The village has a group that is part of the Transition network, which organises activities to improve the community's resilience and awareness of the changes to living standards, energy and resource security. The group was founded as Transition Thame and District but refocussed on Haddenham in 2010; in 2011, it became officially recognised as a transition initiative.

==In popular culture==
Haddenham has been the setting for a number of television programmes including Jeeves and Wooster, Rosemary & Thyme and eight episodes of Midsomer Murders.

The village appears in the second Muppet film, The Great Muppet Caper. Having been forced to fly in an aeroplane's baggage hold, Kermit the Frog, Fozzie Bear and Gonzo are thrown out of the plane and land in Haddenham's Church End pond.

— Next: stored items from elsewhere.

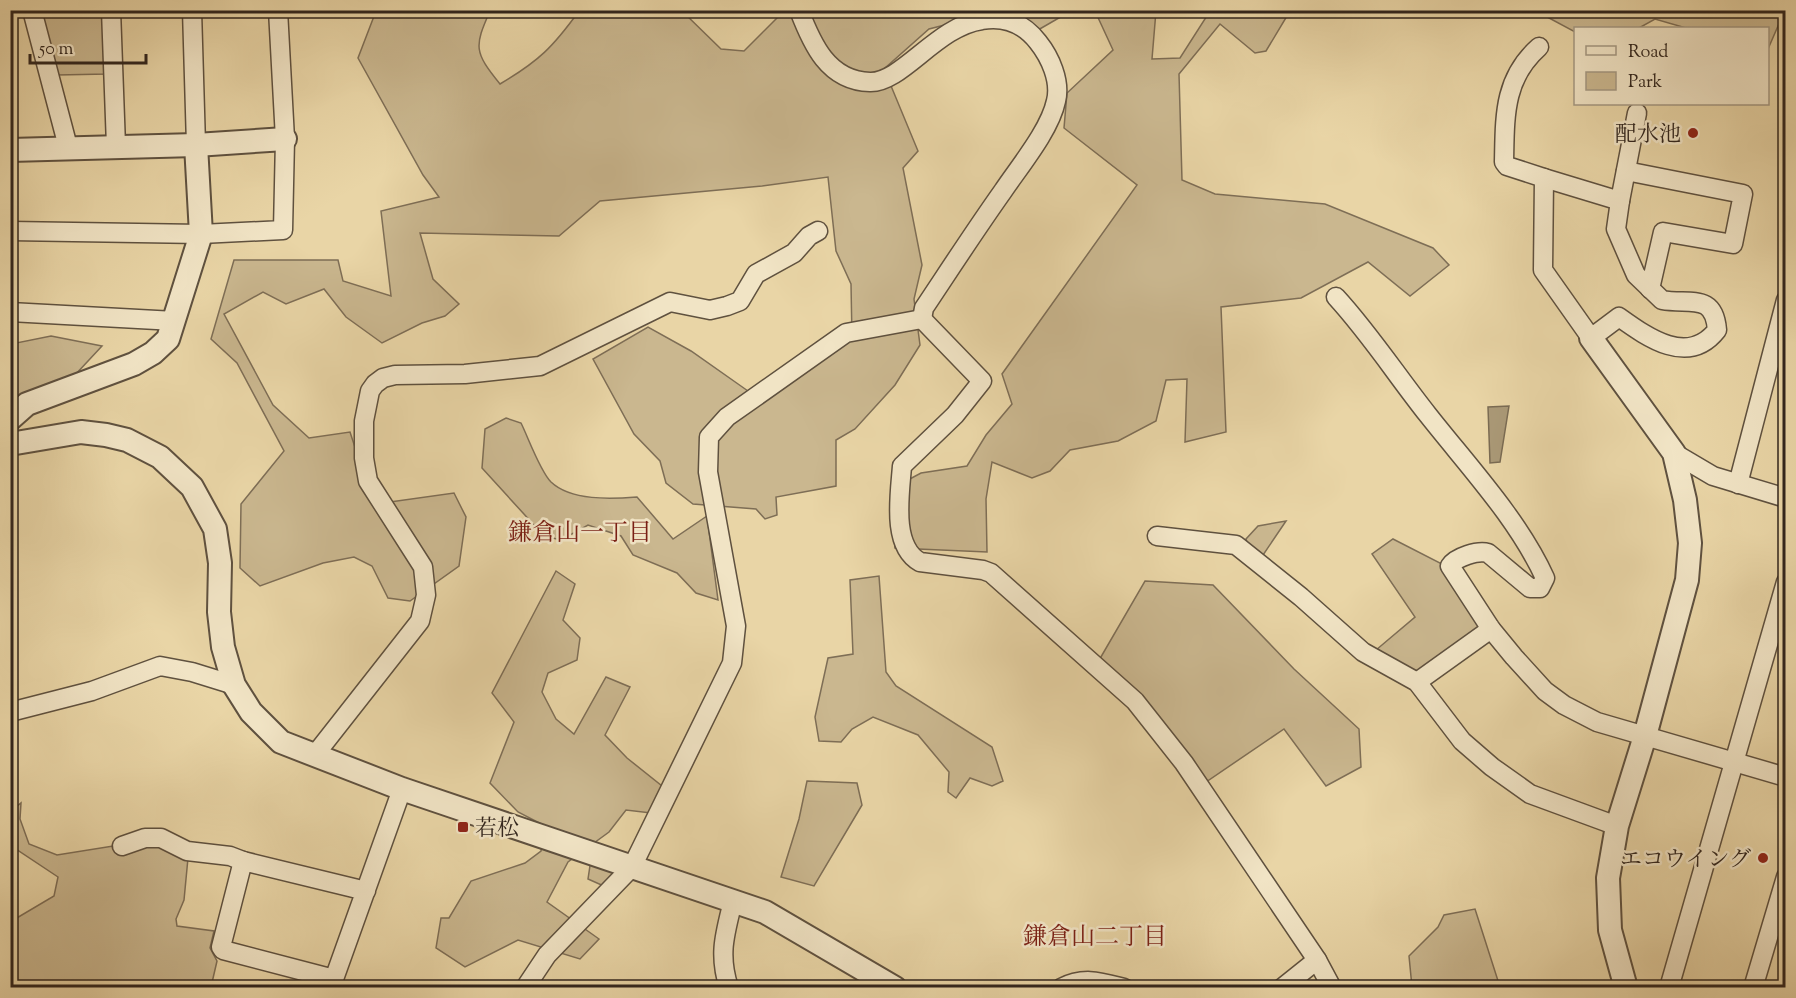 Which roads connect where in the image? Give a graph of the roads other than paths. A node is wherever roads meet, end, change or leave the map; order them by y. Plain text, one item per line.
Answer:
1 (32, 10) edge
2 (111, 10) edge
3 (192, 10) edge
4 (278, 10) edge
5 (799, 10) edge
6 (1539, 47) dead end
7 (1637, 113) dead end
8 (285, 139) junction
9 (196, 145) junction
10 (116, 146) junction
11 (68, 147) junction
12 (10, 150) edge
13 (1626, 171) junction
14 (1544, 178) junction
15 (1620, 201) junction
16 (10, 231) edge
17 (818, 231) dead end
18 (201, 234) junction
19 (1650, 289) junction
20 (1336, 297) dead end
21 (1785, 300) edge
22 (10, 312) edge
23 (922, 319) junction
24 (176, 321) junction
25 (1591, 338) junction
26 (10, 419) edge
27 (10, 444) edge
28 (1674, 453) junction
29 (1738, 484) junction
30 (1785, 498) edge
31 (1157, 536) dead end
32 (1785, 582) edge
33 (1491, 629) junction
34 (1417, 682) junction
35 (234, 685) junction
36 (10, 712) edge
37 (1645, 736) junction
38 (314, 756) junction
39 (1735, 762) junction
40 (1785, 777) edge
41 (402, 789) junction
42 (1617, 826) junction
43 (122, 846) dead end
44 (243, 861) junction
45 (632, 867) junction
46 (1785, 877) edge
47 (366, 891) junction
48 (733, 901) junction
49 (1317, 960) junction
50 (333, 983) edge
51 (525, 987) edge
52 (729, 987) edge
53 (895, 987) edge
54 (1061, 987) edge
55 (1124, 987) edge
56 (1282, 987) edge
57 (1332, 987) edge
58 (1626, 987) edge
59 (1669, 987) edge
60 (1753, 987) edge

1 - 11 street
2 - 10 street
3 - 9 street
4 - 8 street
5 - 23 street
6 - 14 street
7 - 13 street
8 - 9 street
8 - 18 street
9 - 10 street
9 - 18 street
10 - 11 street
11 - 12 street
13 - 15 street
13 - 19 street
14 - 15 street
14 - 25 street
15 - 19 street
16 - 18 street
17 - 38 street
18 - 24 street
19 - 25 street
20 - 33 street
21 - 29 street
22 - 24 street
23 - 45 street
23 - 49 street
24 - 26 street
25 - 28 street
27 - 35 street
28 - 29 street
28 - 37 street
29 - 30 street
31 - 34 street
32 - 39 street
33 - 34 street
33 - 37 street
34 - 42 street
35 - 36 street
35 - 38 street
37 - 39 street
37 - 42 street
38 - 41 street
39 - 40 street
39 - 59 street
41 - 45 street
41 - 47 street
42 - 58 street
43 - 44 street
44 - 47 street
44 - 50 street
45 - 48 street
45 - 51 street
46 - 60 street
47 - 50 street
48 - 52 street
48 - 53 street
49 - 56 street
49 - 57 street
54 - 55 street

The duck pond has been used as a backdrop for a Halifax advert featuring the Thunderbirds and in episodes of Pennyworth, which tells the story of Alfred Pennyworth, Bruce Wayne's butler from DC's Batman Universe.

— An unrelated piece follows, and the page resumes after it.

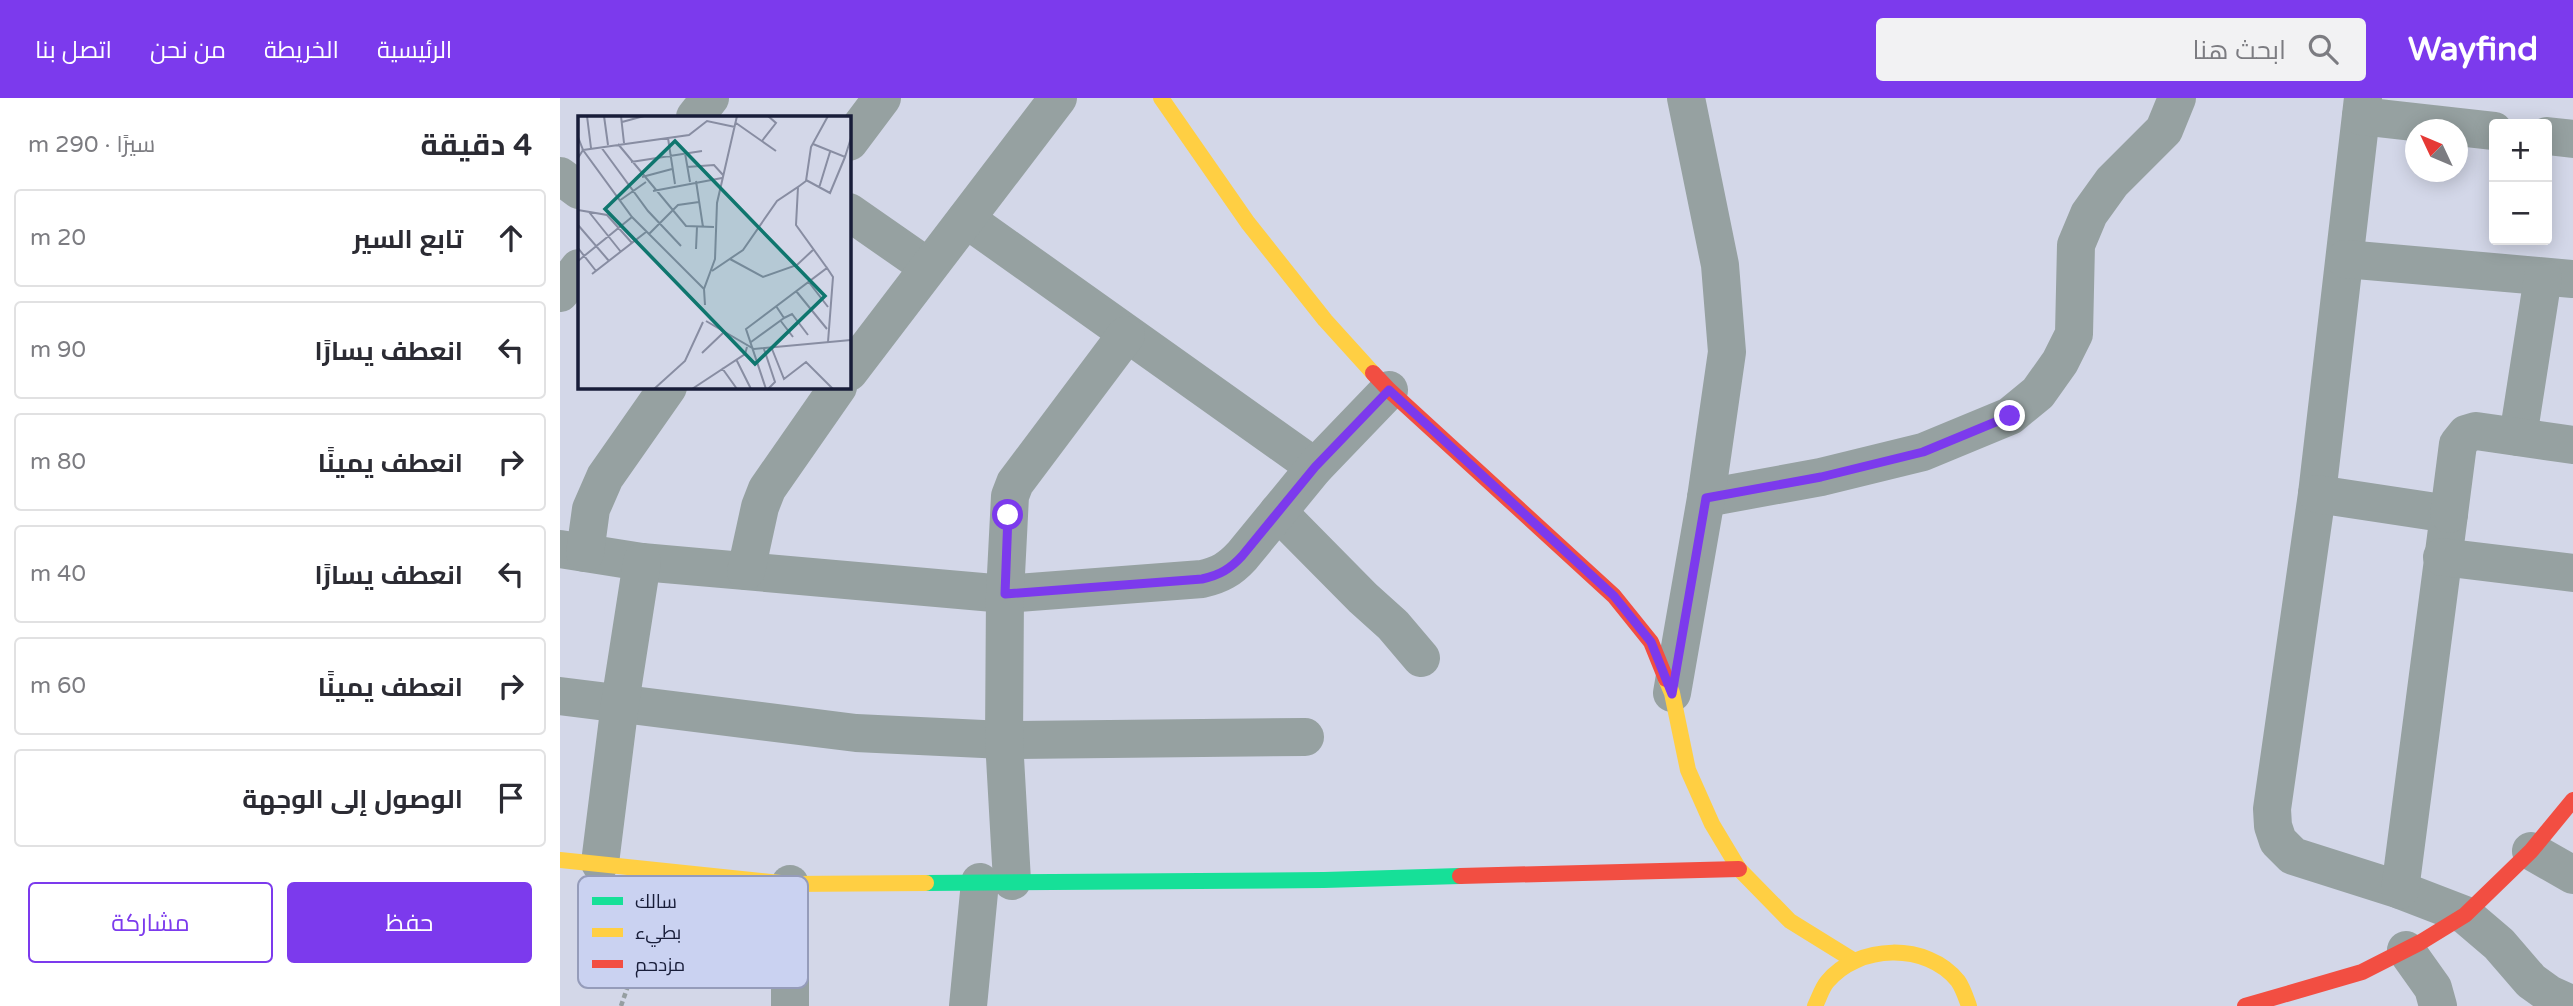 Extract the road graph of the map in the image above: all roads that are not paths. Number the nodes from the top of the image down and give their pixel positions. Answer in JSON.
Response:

Scenes for a further streaming series of "Citadel" were filmed in November 2024 around Skittles Green and Church End, where these locations stood in for Scotland.

==Notable people==
- Haddenham is the birthplace of British composer Doreen Carwithen (1922–2003).
- The astronomer William Rutter Dawes (1799–1868) had his home and private observatory in the village from 1857 to 1868.
- The architect Peter Aldington (b.1933) and his wife Margaret have their home in Turn End. He is one of a very select group of architects branded by English Heritage as the "living listed" and, together with John Craig, founded a practice in the village in 1970.
- Peter Parrott, an RAF pilot who fought in the Battle of Britain, was born in Haddenham.